§ The task: The word "dead" may appear in some lines of the data; copy every such line.

§ Given data:
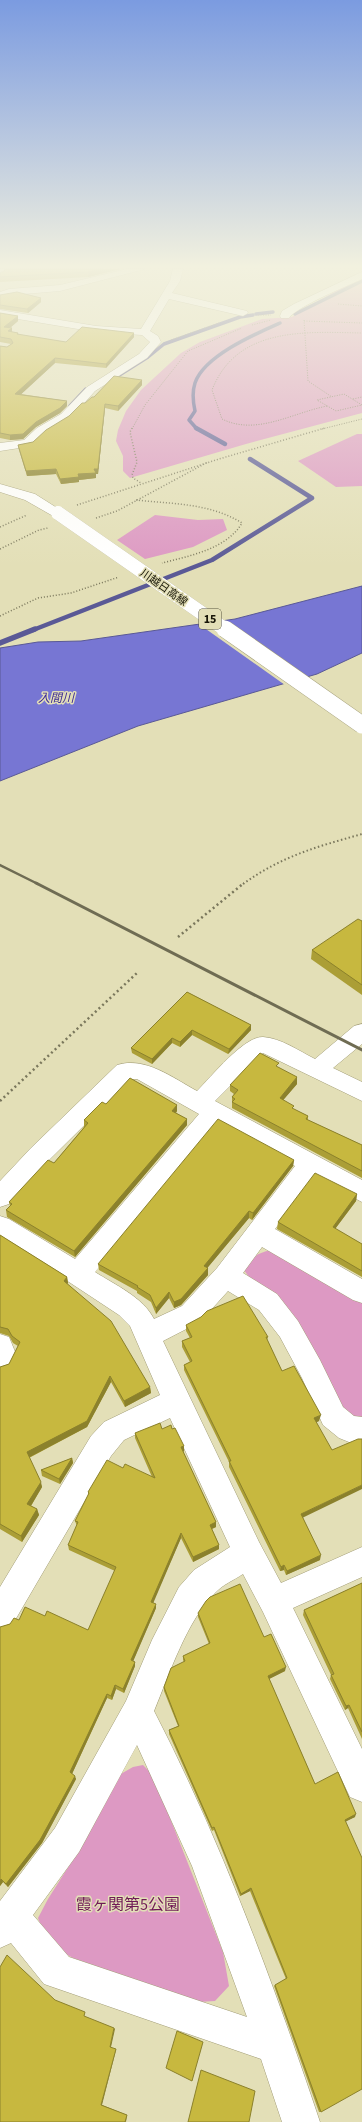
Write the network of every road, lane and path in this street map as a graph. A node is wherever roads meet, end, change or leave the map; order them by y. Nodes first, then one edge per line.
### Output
1 (123, 368) edge
2 (174, 368) edge
3 (225, 368) edge
4 (307, 368) edge
5 (332, 397) junction
6 (362, 397) edge
7 (353, 399) junction
8 (327, 406) junction
9 (362, 419) edge
10 (0, 447) edge
11 (214, 459) junction
12 (142, 483) junction
13 (0, 488) edge
14 (136, 500) dead end
15 (75, 505) dead end
16 (28, 514) dead end
17 (0, 527) edge
18 (362, 725) edge
19 (362, 834) edge
20 (178, 937) dead end
21 (137, 973) dead end
22 (362, 1032) edge
23 (318, 1069) junction
24 (362, 1092) edge
25 (0, 1101) edge
26 (207, 1107) junction
27 (310, 1164) junction
28 (362, 1192) edge
29 (0, 1197) edge
30 (0, 1226) edge
31 (259, 1232) junction
32 (78, 1274) junction
33 (226, 1276) junction
34 (362, 1292) edge
35 (148, 1335) junction
36 (0, 1346) edge
37 (0, 1361) edge
38 (176, 1401) junction
39 (362, 1430) edge
40 (248, 1553) junction
41 (362, 1562) edge
42 (274, 1601) junction
43 (0, 1616) edge
44 (137, 1712) junction
45 (362, 1785) edge
46 (6, 1924) edge
47 (276, 2045) junction
48 (301, 2122) edge

1 - 10 street
2 - 12 path
3 - 8 path
4 - 5 path
5 - 7 path
5 - 8 path
6 - 7 path
7 - 8 path
9 - 11 path
11 - 12 path
11 - 14 path
12 - 15 path
13 - 18 street, 川越日高線 / 15, bridge
16 - 17 path
19 - 20 path
21 - 25 path
22 - 23 street
23 - 24 street
23 - 26 street
26 - 27 street
26 - 29 street
26 - 32 street
27 - 28 street
27 - 31 street
30 - 32 street
31 - 33 street
31 - 34 street
32 - 35 street
33 - 35 street
33 - 39 street
35 - 38 street
36 - 37 street
38 - 40 street
38 - 43 street
40 - 42 street
40 - 44 street
41 - 42 street
42 - 45 street
44 - 46 street
44 - 47 street
46 - 47 street
47 - 48 street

§ The completed task:
14 (136, 500) dead end
15 (75, 505) dead end
16 (28, 514) dead end
20 (178, 937) dead end
21 (137, 973) dead end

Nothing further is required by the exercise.